Lörzing laat duidelijk blijken wat er van de ruimtelijke ordening geworden is in elk decennium. Op nationaal niveau scoren bij hem vooral de Tweede en Vierde Nota erg goed: ze maken gebruik van ontwerp (Lörzing heeft een achtergrond in landschapsarchitectuur), ze zijn gedurfd en onderscheidend, en geëngageerd. De boodschap is helder: aan die elementen ontbreekt het tegenwoordig. Met het ontmantelen van het ministerie van VROM en de Rijksplanologische Dienst (RPD) en de decentralisatie van ruimtelijk beleid als duidelijkste signalen. Veelzeggend is ook dat Lörzing de Structuurvisie Infrastructuur en Ruimte uit 2012 niet eens behandeld.

De flauwe samenvatting is dan: vroeger was alles beter. Door eerdere interviews, zoals in de Volkskrant, lijkt het een belangrijke boodschap van Lörzing. Het past ook in een trend van andere oudgedienden die terugverlangen naar een sterke (nationale) ruimtelijke ordening. Maar hoe zijn succesnummers uit het verleden te vertalen naar het heden? Oplossingen in het slothoofdstuk concretiseren de roep om “meer regie” van de Rijksoverheid. Het is weer tijd voor bestuurders die “doordouwers” zijn en voor “een miniversie van de Vinex”. Mij restte de vraag: geven we hiermee de planologie echt weer nieuw elan? Is dit het nieuwe verhaal, wat een nieuwe generatie planologen zal aanspreken? Mijn zorg is dat een nieuwe generatie vooral denkt: OK, boomer.

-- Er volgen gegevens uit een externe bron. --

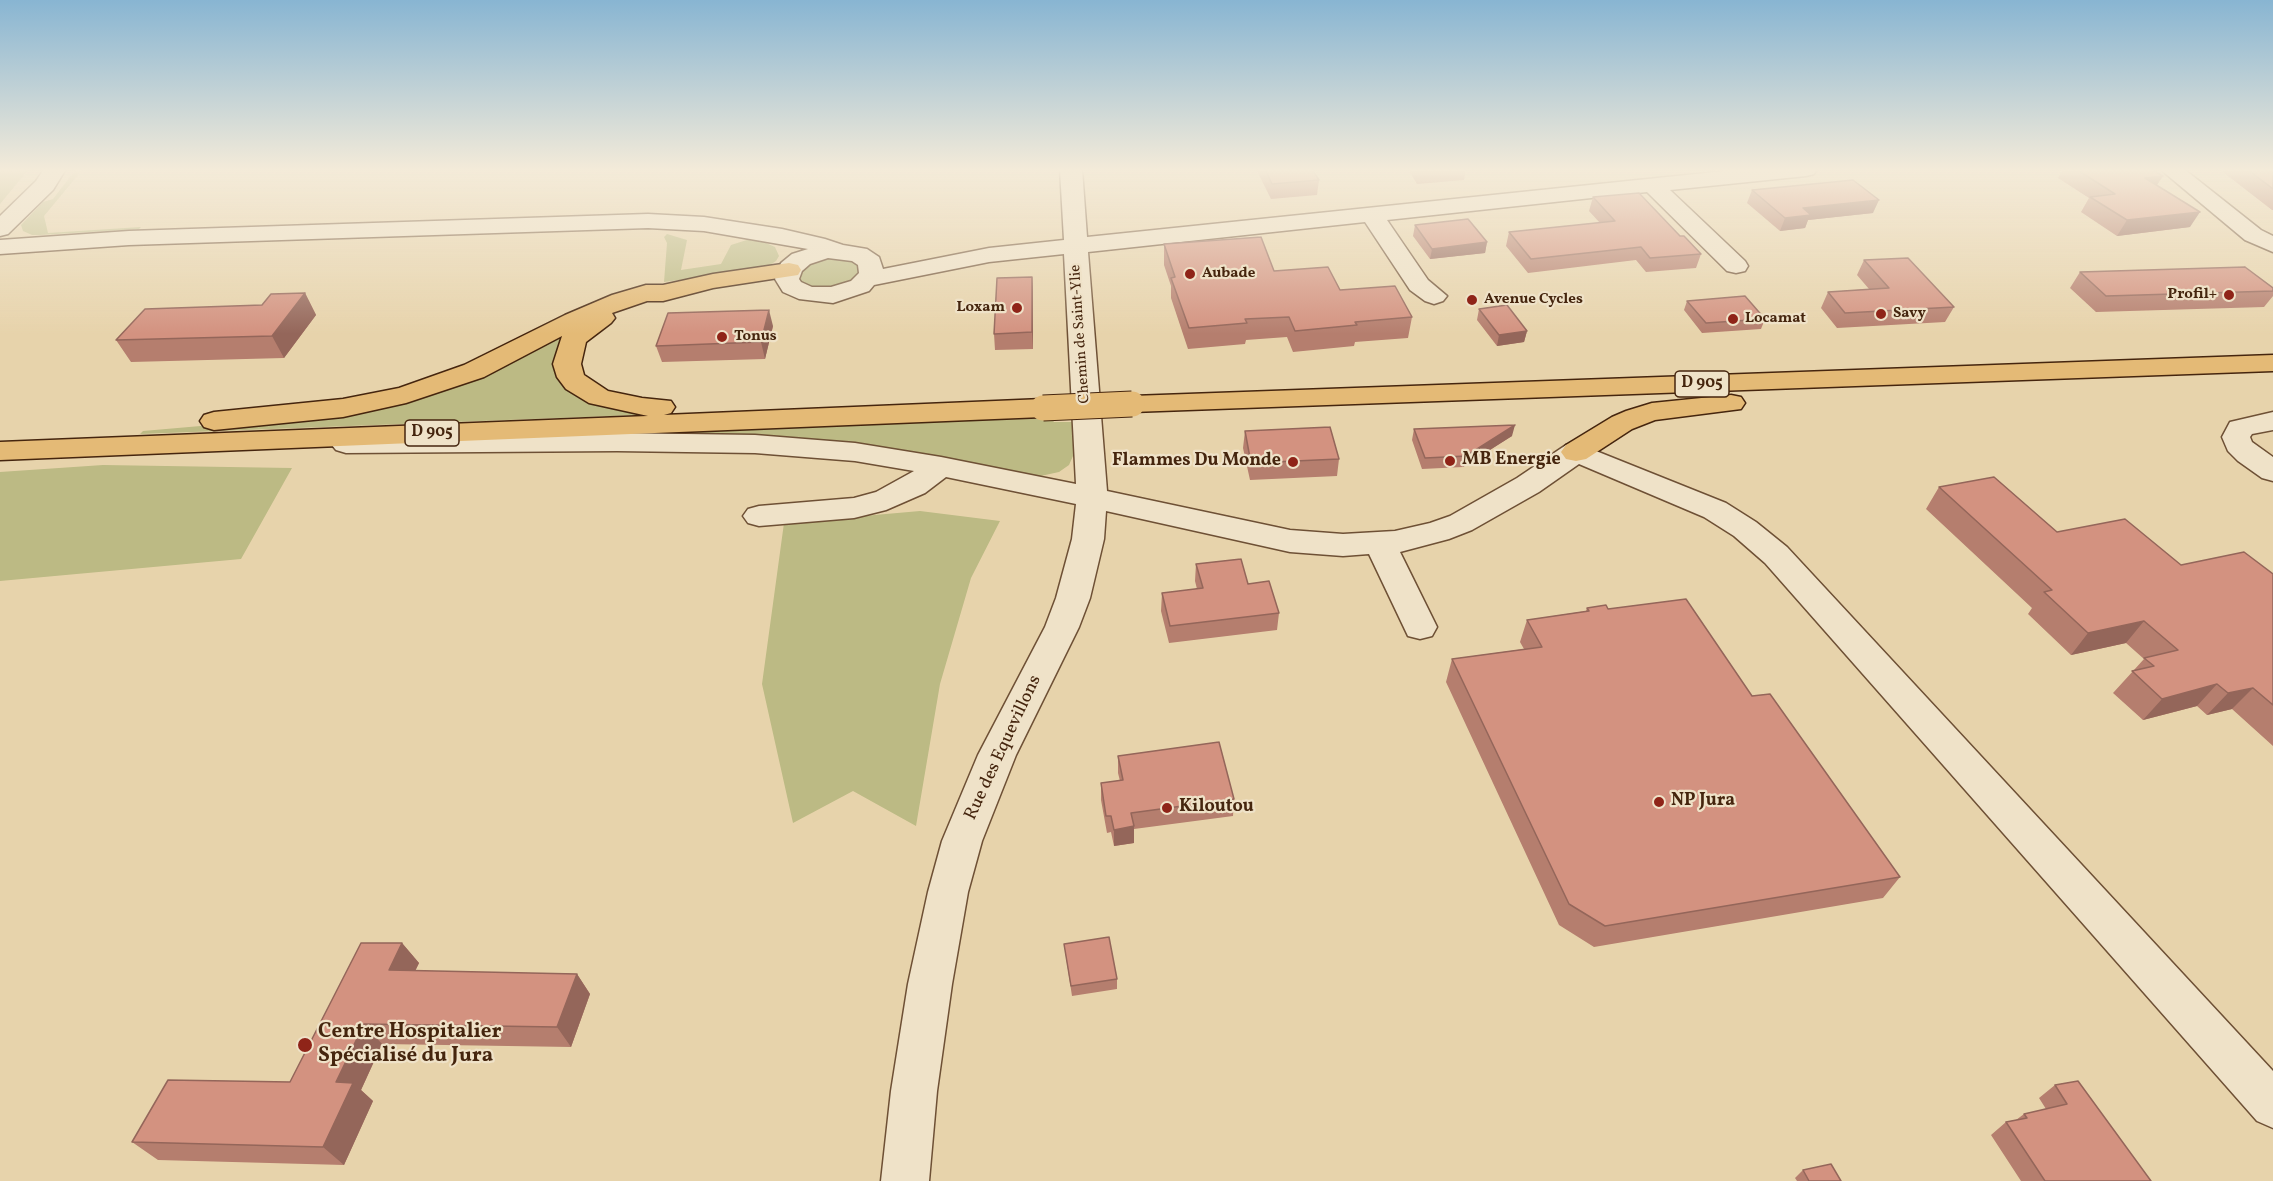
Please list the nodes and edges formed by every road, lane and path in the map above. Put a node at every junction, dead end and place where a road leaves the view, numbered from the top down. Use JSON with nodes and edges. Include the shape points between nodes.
{"nodes":[{"id":1,"x":553,"y":224,"type":"edge"},
{"id":2,"x":705,"y":224,"type":"edge"},
{"id":3,"x":1075,"y":224,"type":"edge"},
{"id":4,"x":1281,"y":224,"type":"edge"},
{"id":5,"x":1379,"y":224,"type":"edge"},
{"id":6,"x":1693,"y":224,"type":"edge"},
{"id":7,"x":2239,"y":224,"type":"edge"},
{"id":8,"x":761,"y":234,"type":"junction"},
{"id":9,"x":2273,"y":245,"type":"edge"},
{"id":10,"x":0,"y":247,"type":"edge"},
{"id":11,"x":1076,"y":247,"type":"junction"},
{"id":12,"x":836,"y":251,"type":"junction"},
{"id":13,"x":1736,"y":266,"type":"dead end"},
{"id":14,"x":867,"y":269,"type":"junction"},
{"id":15,"x":790,"y":275,"type":"junction"},
{"id":16,"x":676,"y":291,"type":"junction"},
{"id":17,"x":1434,"y":296,"type":"dead end"},
{"id":18,"x":2273,"y":365,"type":"edge"},
{"id":19,"x":1001,"y":410,"type":"junction"},
{"id":20,"x":2273,"y":422,"type":"edge"},
{"id":21,"x":0,"y":439,"type":"edge"},
{"id":22,"x":83,"y":446,"type":"junction"},
{"id":23,"x":0,"y":451,"type":"edge"},
{"id":24,"x":1576,"y":452,"type":"junction"},
{"id":25,"x":941,"y":466,"type":"junction"},
{"id":26,"x":2273,"y":471,"type":"edge"},
{"id":27,"x":1542,"y":475,"type":"junction"},
{"id":28,"x":1676,"y":494,"type":"junction"},
{"id":29,"x":1092,"y":499,"type":"junction"},
{"id":30,"x":759,"y":516,"type":"dead end"},
{"id":31,"x":1380,"y":543,"type":"junction"},
{"id":32,"x":1419,"y":627,"type":"dead end"},
{"id":33,"x":2273,"y":1105,"type":"edge"},
{"id":34,"x":905,"y":1181,"type":"edge"}],
"edges":[{"from":1,"to":10,"type":"street","via":[[129,238]]},
{"from":2,"to":8,"type":"street"},
{"from":3,"to":11,"type":"street","name":"Chemin de Saint-Ylie"},
{"from":4,"to":11,"type":"street"},
{"from":5,"to":17,"type":"street","via":[[1419,285]]},
{"from":6,"to":13,"type":"street"},
{"from":7,"to":9,"type":"street"},
{"from":8,"to":12,"type":"street"},
{"from":8,"to":15,"type":"street","via":[[785,249]]},
{"from":11,"to":14,"type":"street"},
{"from":11,"to":29,"type":"street","name":"Chemin de Saint-Ylie"},
{"from":12,"to":14,"type":"street","via":[[858,254]]},
{"from":12,"to":15,"type":"street","via":[[809,256]]},
{"from":14,"to":15,"type":"street","via":[[841,304],[814,295]]},
{"from":15,"to":16,"type":"main road"},
{"from":16,"to":19,"type":"main road","via":[[603,318],[580,332],[567,357],[568,370],[576,383],[599,397],[642,407],[981,404]]},
{"from":16,"to":21,"type":"main road","via":[[646,293],[608,305],[474,371],[372,403]]},
{"from":18,"to":19,"type":"main road","number":"D 905","bridge":true},
{"from":18,"to":24,"type":"main road","via":[[1709,404],[1636,417]]},
{"from":19,"to":22,"type":"main road","number":"D 905"},
{"from":20,"to":26,"type":"street","via":[[2240,428],[2236,437],[2238,445]]},
{"from":22,"to":23,"type":"main road","number":"D 905"},
{"from":22,"to":25,"type":"street","via":[[755,444],[855,452]]},
{"from":24,"to":27,"type":"street"},
{"from":24,"to":28,"type":"street"},
{"from":25,"to":29,"type":"street"},
{"from":25,"to":30,"type":"street","via":[[886,500],[854,508]]},
{"from":27,"to":28,"type":"street","via":[[1592,479]]},
{"from":27,"to":31,"type":"street","via":[[1461,523],[1417,537]]},
{"from":28,"to":33,"type":"street","via":[[1730,519],[1776,555]]},
{"from":29,"to":31,"type":"street","via":[[1290,542]]},
{"from":29,"to":34,"type":"street","name":"Rue des Equevillons","via":[[1088,539],[1070,607],[997,755],[962,841],[948,892],[914,1091]]},
{"from":31,"to":32,"type":"street"}]}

Terwijl niemand de teloorgang van de ruimtelijke ordening zal ontkennen. Het zijn volgens Lörzing vooral externe factoren die de ruimtelijke ordening de das om hebben gedaan, zoals de neoliberale wind vanaf de jaren tachtig. Lörzing had hier meer zelfreflectie kunnen tonen, gebaseerd op zijn ervaringen bij de RPD. Het boek staat notabene vol met voorbeelden waaruit blijkt hoe onuitstaanbaar planologen soms kunnen handelen. Lörzing ontkent niet dat de planoloog soms moeilijk kan zijn, maar hij vergeeft het hem (of haar) snel.

Het slothoofdstuk onderstreept nog eens waarom: de Nederlandse ordeningsstaat heeft misschien niet tot ieders ideale omgeving geleid, “maar het functioneert wel” (p.287). Een grootse prestatie, aldus Lörzing, waar we te weinig waardering voor hebben. Lörzing heeft duidelijk zijn hart verpand aan de ruimtelijke ordening en je gaat graag met hem mee in zijn pleidooi om de Nederlandse ordeningsstaat als “een monument van de twintigste eeuw te beschouwen” (p.14).

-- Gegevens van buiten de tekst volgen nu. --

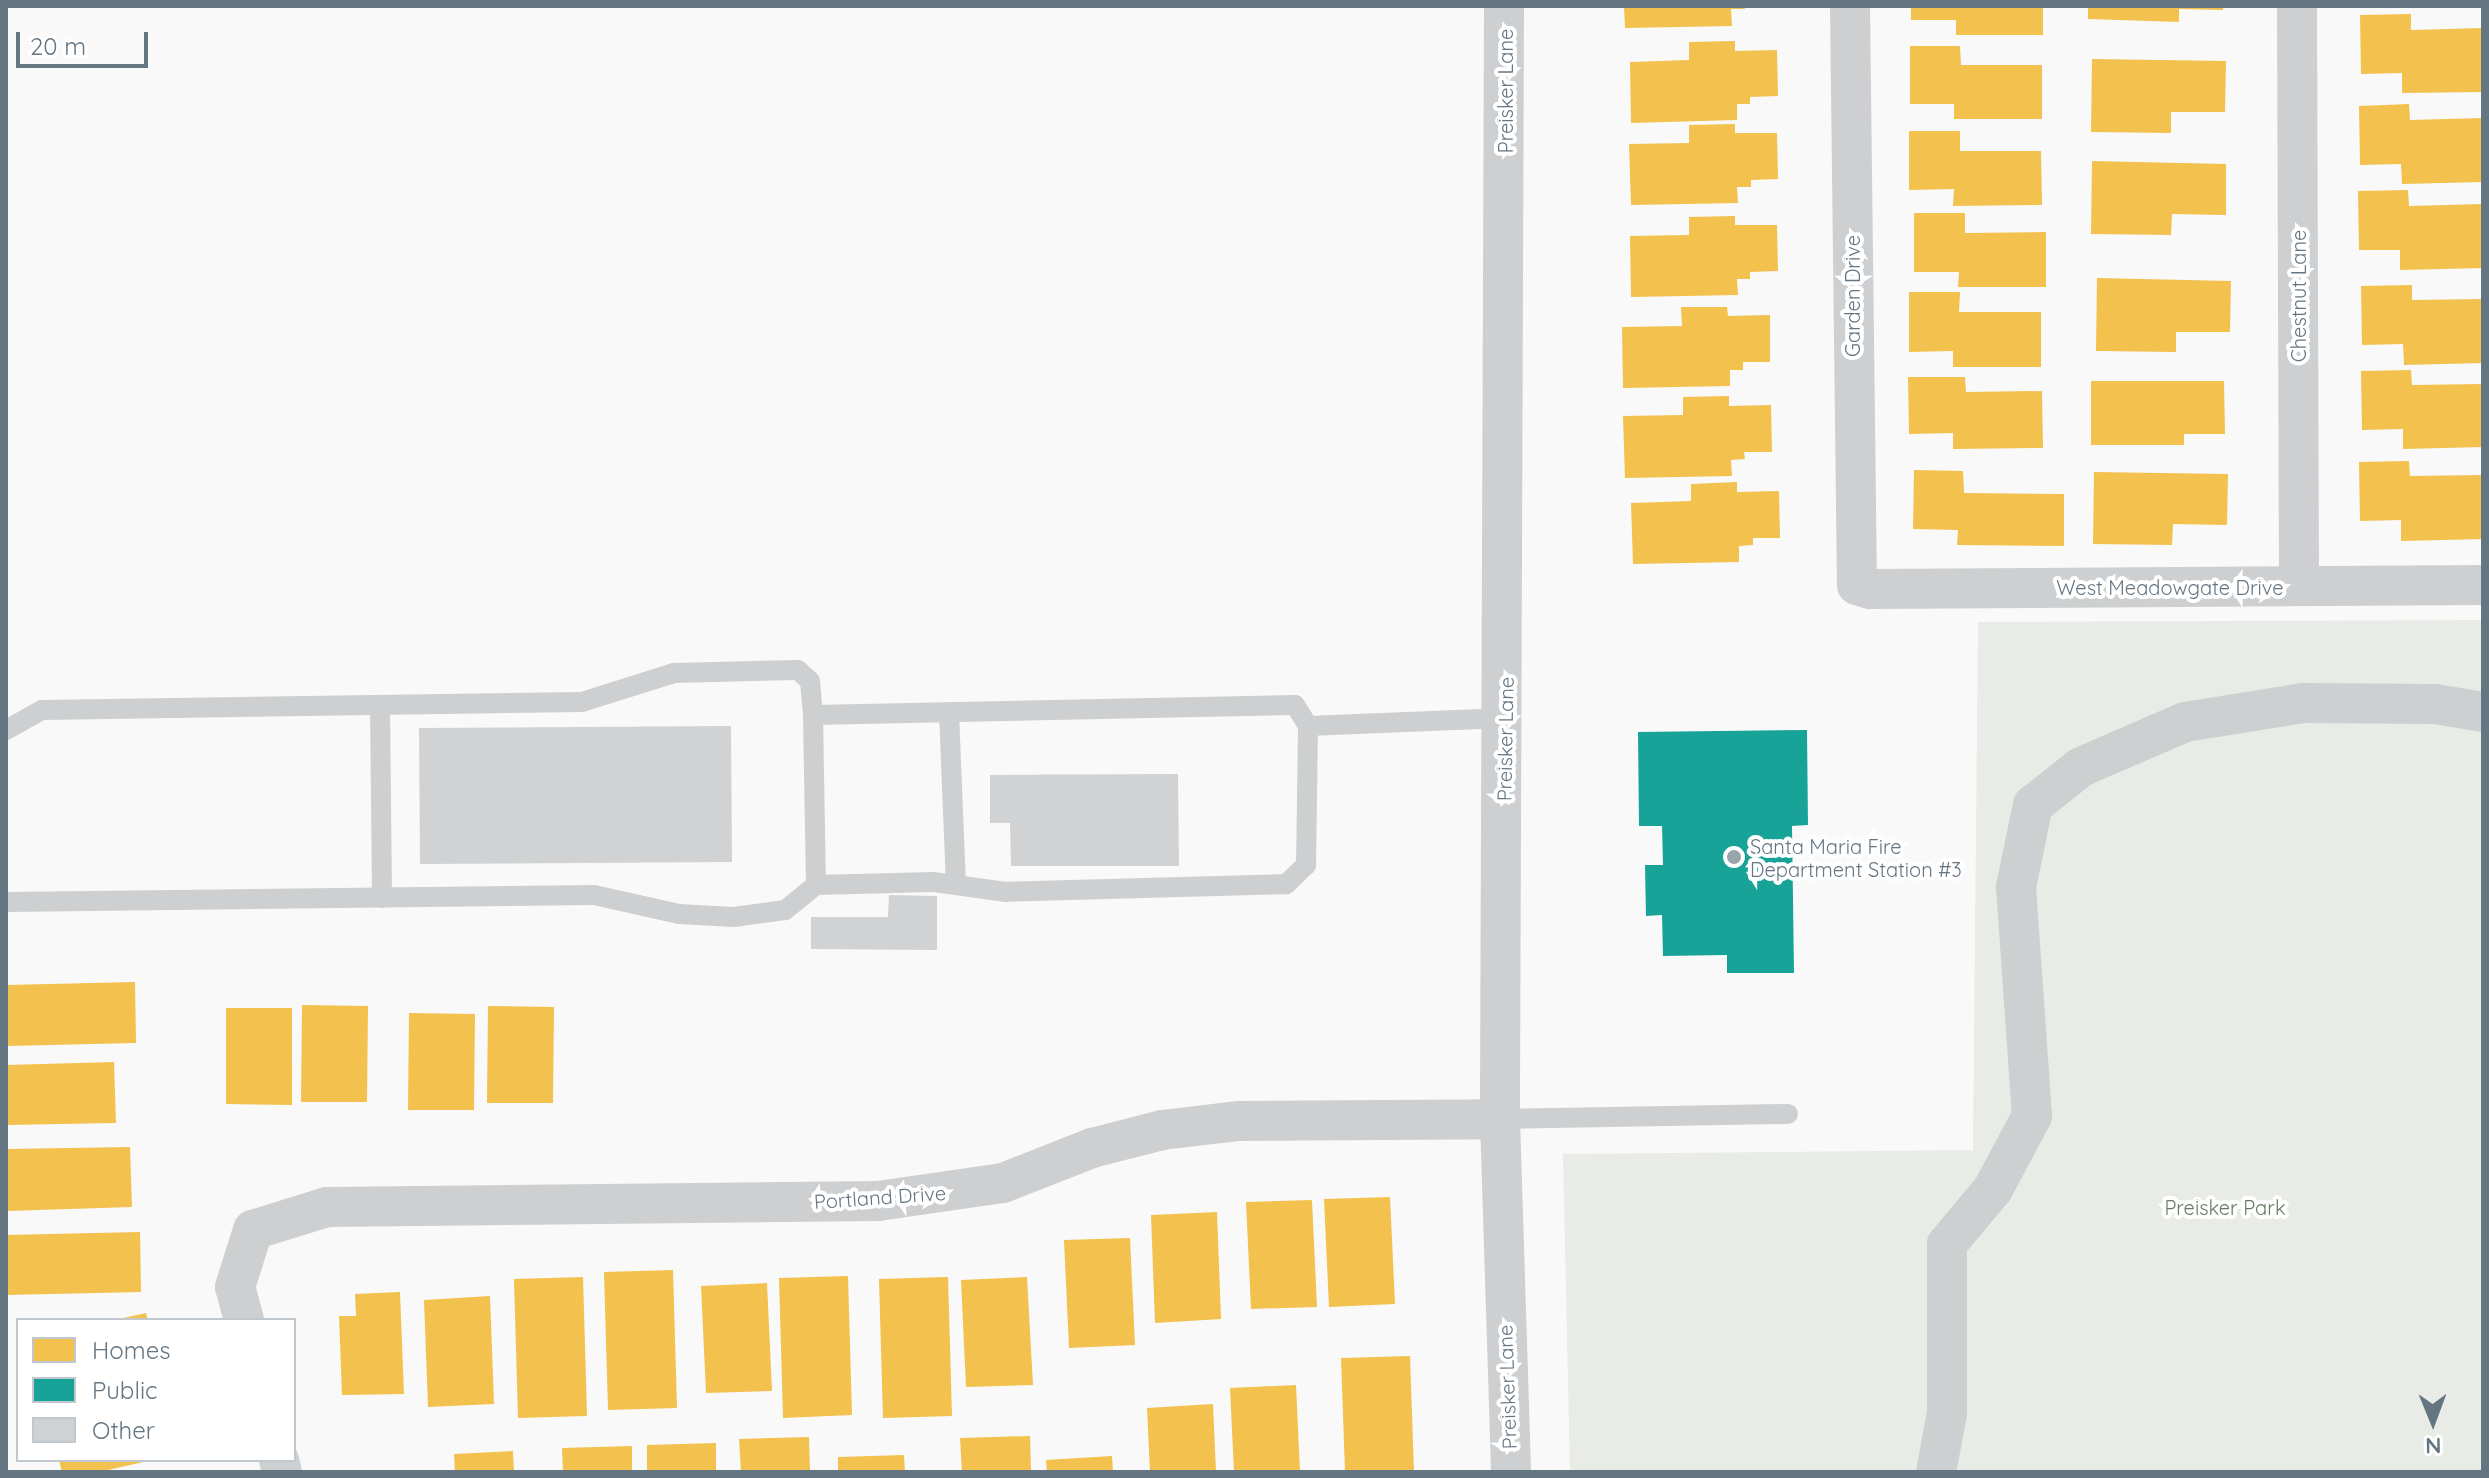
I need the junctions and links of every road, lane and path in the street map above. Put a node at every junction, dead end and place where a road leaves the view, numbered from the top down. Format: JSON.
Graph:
{"nodes":[{"id":1,"x":1504,"y":6,"type":"edge"},
{"id":2,"x":1850,"y":6,"type":"edge"},
{"id":3,"x":2297,"y":6,"type":"edge"},
{"id":4,"x":1857,"y":585,"type":"joint"},
{"id":5,"x":2483,"y":585,"type":"edge"},
{"id":6,"x":2299,"y":586,"type":"junction"},
{"id":7,"x":380,"y":705,"type":"junction"},
{"id":8,"x":949,"y":712,"type":"junction"},
{"id":9,"x":2483,"y":712,"type":"edge"},
{"id":10,"x":813,"y":715,"type":"junction"},
{"id":11,"x":1505,"y":718,"type":"junction"},
{"id":12,"x":1308,"y":726,"type":"junction"},
{"id":13,"x":6,"y":730,"type":"edge"},
{"id":14,"x":816,"y":885,"type":"junction"},
{"id":15,"x":956,"y":885,"type":"junction"},
{"id":16,"x":382,"y":898,"type":"junction"},
{"id":17,"x":6,"y":902,"type":"edge"},
{"id":18,"x":1788,"y":1114,"type":"dead end"},
{"id":19,"x":1500,"y":1119,"type":"junction"},
{"id":20,"x":243,"y":1318,"type":"edge"},
{"id":21,"x":1511,"y":1472,"type":"edge"},
{"id":22,"x":1936,"y":1472,"type":"edge"}],
"edges":[{"from":1,"to":11,"type":"street","name":"Preisker Lane"},
{"from":2,"to":4,"type":"street","name":"Garden Drive"},
{"from":3,"to":6,"type":"street","name":"Chestnut Lane"},
{"from":4,"to":6,"type":"street","name":"West Meadowgate Drive"},
{"from":5,"to":6,"type":"street","name":"West Meadowgate Drive"},
{"from":7,"to":10,"type":"lane"},
{"from":7,"to":13,"type":"lane"},
{"from":7,"to":16,"type":"lane"},
{"from":8,"to":10,"type":"lane"},
{"from":8,"to":12,"type":"lane"},
{"from":8,"to":15,"type":"lane"},
{"from":9,"to":22,"type":"street"},
{"from":10,"to":14,"type":"lane"},
{"from":11,"to":12,"type":"lane"},
{"from":11,"to":19,"type":"street","name":"Preisker Lane"},
{"from":12,"to":15,"type":"lane"},
{"from":14,"to":15,"type":"lane"},
{"from":14,"to":16,"type":"lane"},
{"from":16,"to":17,"type":"lane"},
{"from":18,"to":19,"type":"lane"},
{"from":19,"to":20,"type":"street","name":"Portland Drive"},
{"from":19,"to":21,"type":"street","name":"Preisker Lane"}]}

Toch bekroop me het gevoel dat er meer van het boek gemaakt had kunnen worden door met iets meer distantie naar het veld te kijken. Het enthousiasme van Lörzing is aanstekelijk en de anekdotes zijn prachtig, waardoor de Nederlandse ruimtelijke ordening voor een breed publiek tot leven wordt gewekt. Maar de cocktail die Lörzing in elk hoofdstuk opdient, had wat mij betreft nog net iets analytischer gemogen om te blijven hangen én om antwoord te geven op hoe de ruimtelijke uitdagingen van de 21e eeuw het hoofd kunnen worden geboden.

Jannes Willems

Jannes Willems is universitair docent planologie aan de Universiteit van Amsterdam en redacteur bij Rooilijn en InPlanning

Planbureau voor de Leefomgeving

Beschouwing door Jan Ritsema van Eck, 6 mei 2021

Geslaagd publieksboek
Onze oud-RPB-collega Han Lörzing heeft sinds zijn pensioen een bescheiden oeuvre opgebouwd in een genre dat ik bij gebrek aan een beter woord maar “babyboomer-nostalgie” noem: Jaren van verandering, Mijn generatie, Thuis in Europa, Grenskoorts.
Stuk voor stuk boeken die een bepaald aspect behandelen van de geschiedenis sinds de Tweede Wereldoorlog, een periode die, niet toevallig, precies overeenkomt met het leven van de auteur. Stuk voor stuk met de boodschap: vroeger was alles anders, en niet in alle opzichten slechter. En stuk voor stuk prettig leesbaar doordat Han de anekdotes en sappige verhalen met een soepele pen aan elkaar schrijft. Een land waarover is nagedacht past naadloos in dat oeuvre en is wat mij betreft zijn meest geslaagde publieksboek tot nu toe.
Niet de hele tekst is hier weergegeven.